Enhancing Healthcare Team Outcomes
Successful PLLBs rely on seamless interprofessional collaboration, where each team member plays a critical role in enhancing patient-centered care, optimizing outcomes, ensuring safety, and improving overall team performance. Physicians—including radiologists, pulmonologists, and referring clinicians—must lead efforts to align individual patient preferences with current clinical evidence and guideline-based practice. This includes transparent communication with patients about the risks, benefits, and alternatives to PLLB, enabling informed consent and preserving patient autonomy. Advanced practitioners contribute meaningfully by conducting comprehensive assessments, assisting during the procedure, and supporting follow-up care. Imaging technologists are essential to the procedural planning phase, ensuring that all required equipment is available and functioning, and guiding optimal patient positioning and imaging to facilitate accurate biopsy and reduce complications.

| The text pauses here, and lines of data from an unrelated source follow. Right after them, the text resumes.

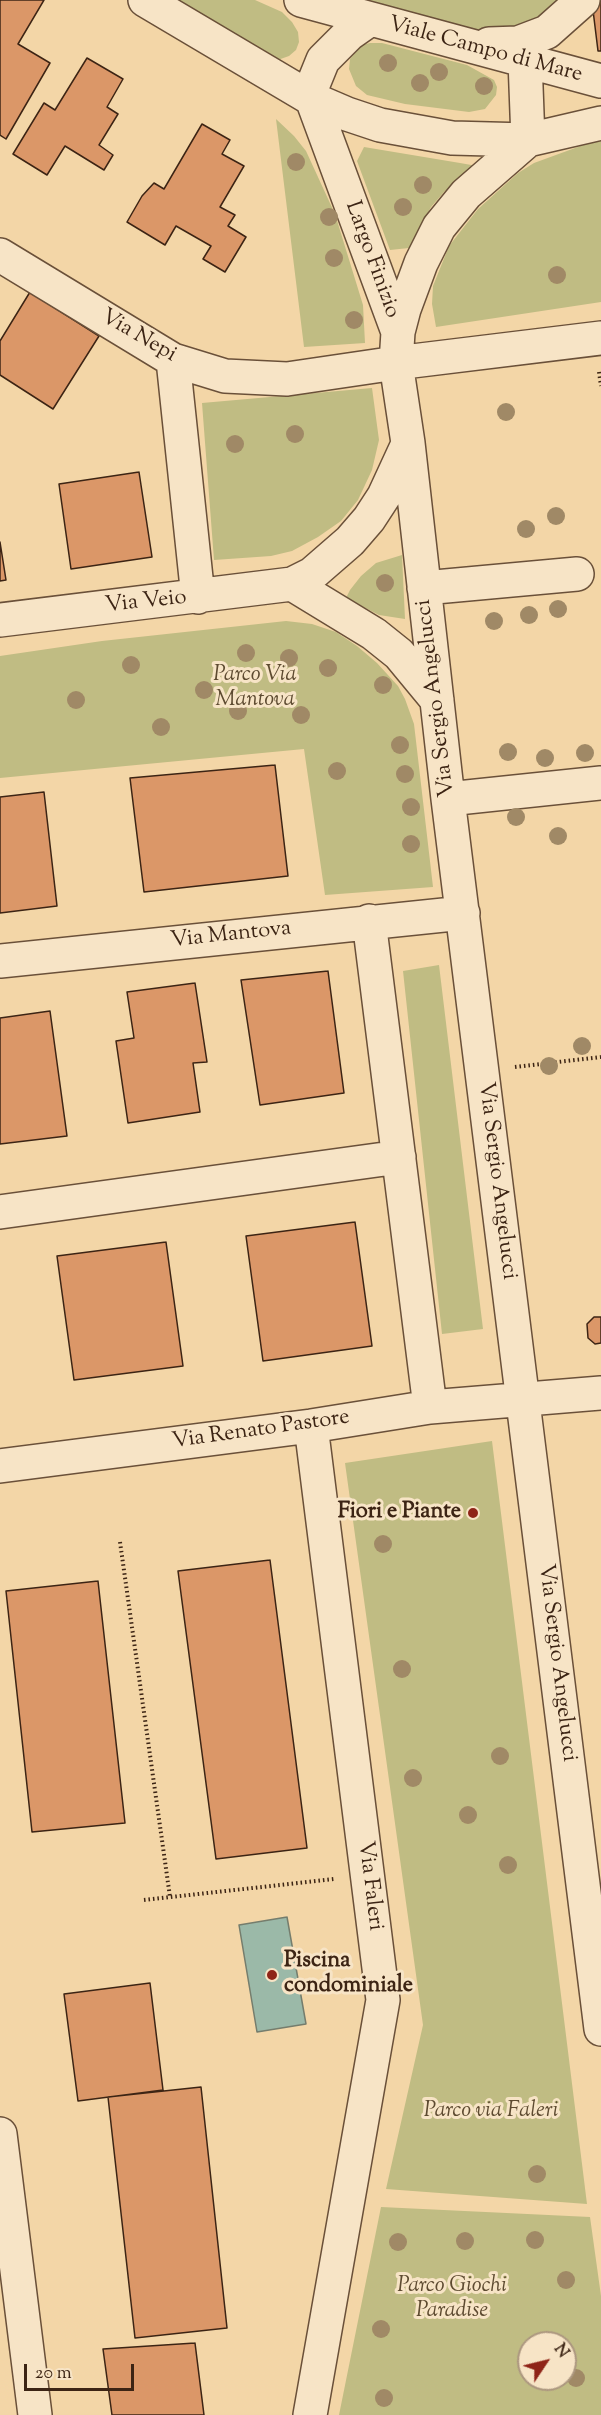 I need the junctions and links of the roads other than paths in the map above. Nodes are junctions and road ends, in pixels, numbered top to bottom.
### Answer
1 (145, 0) edge
2 (301, 0) edge
3 (583, 0) edge
4 (369, 20) junction
5 (470, 44) junction
6 (525, 60) junction
7 (601, 81) edge
8 (312, 99) junction
9 (601, 123) edge
10 (528, 140) junction
11 (0, 255) edge
12 (601, 338) edge
13 (397, 348) junction
14 (173, 360) junction
15 (408, 443) junction
16 (578, 574) dead end
17 (292, 584) junction
18 (424, 588) junction
19 (198, 597) junction
20 (0, 620) edge
21 (436, 700) junction
22 (601, 783) edge
23 (448, 799) junction
24 (463, 913) junction
25 (369, 921) junction
26 (0, 961) edge
27 (399, 1158) junction
28 (0, 1212) edge
29 (601, 1393) edge
30 (523, 1398) junction
31 (430, 1407) junction
32 (311, 1426) junction
33 (0, 1466) edge
34 (601, 2029) edge
35 (0, 2134) edge
36 (34, 2415) edge
37 (310, 2415) edge

1 - 8 street
2 - 4 street, Viale Campo di Mare
3 - 5 street
4 - 5 street, Viale Campo di Mare
4 - 8 street, Viale Campo di Mare
5 - 6 street, Viale Campo di Mare
6 - 7 street, Viale Campo di Mare
6 - 10 street
8 - 10 street
8 - 13 street, Largo Finizio
9 - 10 street
10 - 13 street, Largo Finizio
11 - 14 street, Via Nepi
12 - 13 street, Via Nepi
13 - 14 street, Via Nepi
13 - 15 street, Via Sergio Angelucci
14 - 19 street
15 - 17 street, Via Veio
15 - 18 street, Via Sergio Angelucci
16 - 18 street
17 - 19 street, Via Veio
17 - 21 street
18 - 21 street, Via Sergio Angelucci
19 - 20 street, Via Veio
21 - 23 street, Via Sergio Angelucci
22 - 23 street
23 - 24 street, Via Sergio Angelucci
24 - 25 street, Via Mantova
24 - 30 street, Via Sergio Angelucci
25 - 26 street, Via Mantova
25 - 27 street
27 - 28 street
27 - 31 street
29 - 30 street, Via Renato Pastore
30 - 31 street, Via Renato Pastore
30 - 34 street, Via Sergio Angelucci
31 - 32 street, Via Renato Pastore
32 - 33 street, Via Renato Pastore
32 - 37 street, Via Faleri
35 - 36 street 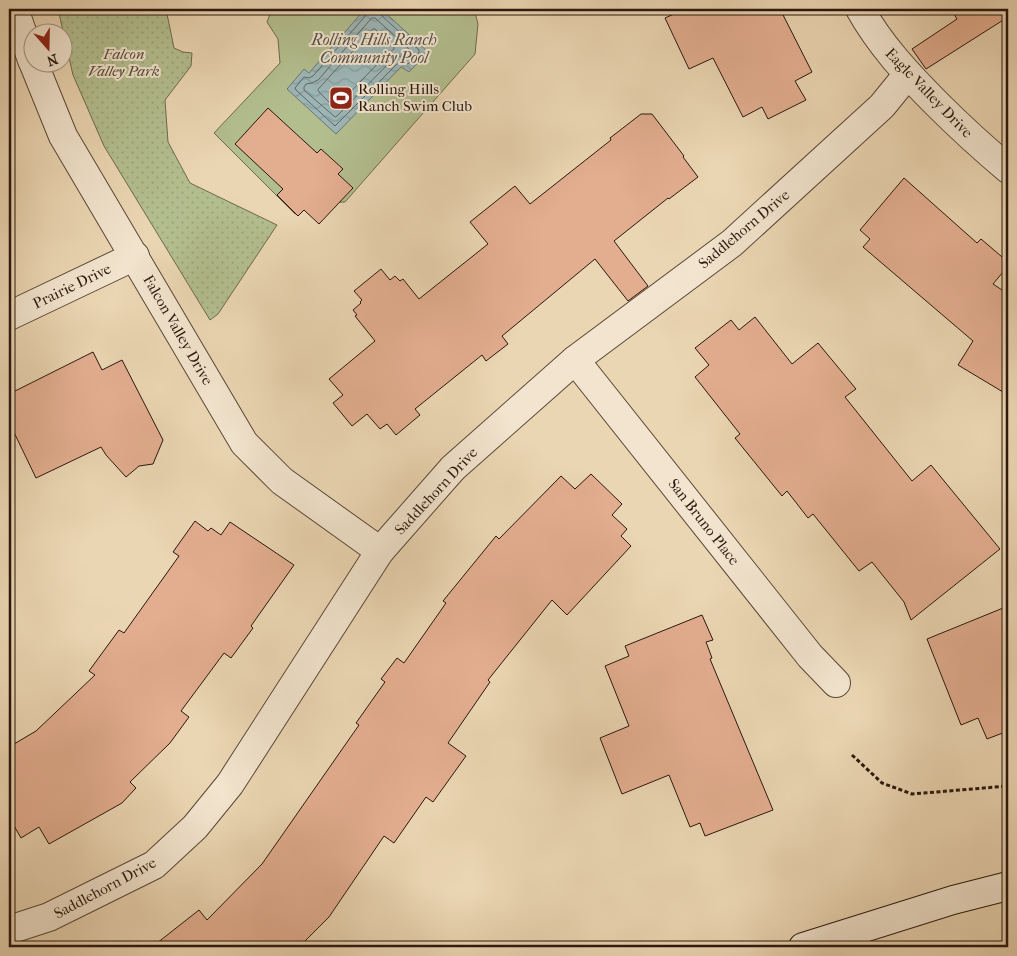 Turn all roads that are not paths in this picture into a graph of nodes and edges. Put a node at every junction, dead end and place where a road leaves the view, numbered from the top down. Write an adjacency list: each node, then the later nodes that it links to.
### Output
1 (860, 9): 5 (street, Eagle Valley Drive)
2 (12, 10): 3 (street, Falcon Valley Drive)
3 (22, 34)
4 (37, 72): 7 (street, Falcon Valley Drive)
5 (908, 74): 6 (street, Eagle Valley Drive); 9 (street, Saddlehorn Drive)
6 (1008, 169)
7 (135, 256): 8 (street, Prairie Drive); 10 (street, Falcon Valley Drive)
8 (9, 316)
9 (575, 360): 10 (street, Saddlehorn Drive); 11 (street, San Bruno Place)
10 (380, 551): 13 (street, Saddlehorn Drive)
11 (836, 683)
12 (1008, 886): 14 (street)
13 (9, 930)
14 (803, 947)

Nurses are vital to the continuum of care, providing preprocedural education, preparing patients physically and emotionally, and leading initiatives to ensure patient comfort during and after the procedure. Pharmacists also play a key role, especially in managing sedation or analgesia tailored to patient-specific needs, contributing to both safety and comfort. Effective communication among all these professionals is paramount—not only to prevent errors, but to ensure that the plan of care is clearly understood and aligned with the patient's values and goals. Coordinated teamwork helps prevent complications such as pneumothorax or bleeding and ensures timely recognition and management of adverse events. Through mutual respect, clearly defined responsibilities, and a shared commitment to high-quality care, the interprofessional team can deliver PLLB services that are not only technically successful but also deeply aligned with the principles of person-centered medicine.[34]
Nursing, Allied Health, and Interprofessional Team Interventions
PLLB is often a stressful experience for a patient to undergo; it requires concentration and effort to lie motionless for as much as an hour while actively undergoing a medical procedure. The nurse assisting the procedure can hold as much responsibility/credit as anyone for the procedure's success by helping the patient maintain controlled breathing, focus, calm, and patience.
A pneumothorax or hemothorax may manifest or worsen in the recovery room or after a patient has been admitted for observation. Nurses responsible for monitoring patients who have had pneumothoraces should be trained in managing the chest tube apparatus used to apply suction to the pleural space, including keeping the drainage tubing clear, knowing how to assess and replace the Heimlich valve, and knowing what clinical signs indicate internal hemorrhage and worsening or tension pneumothorax.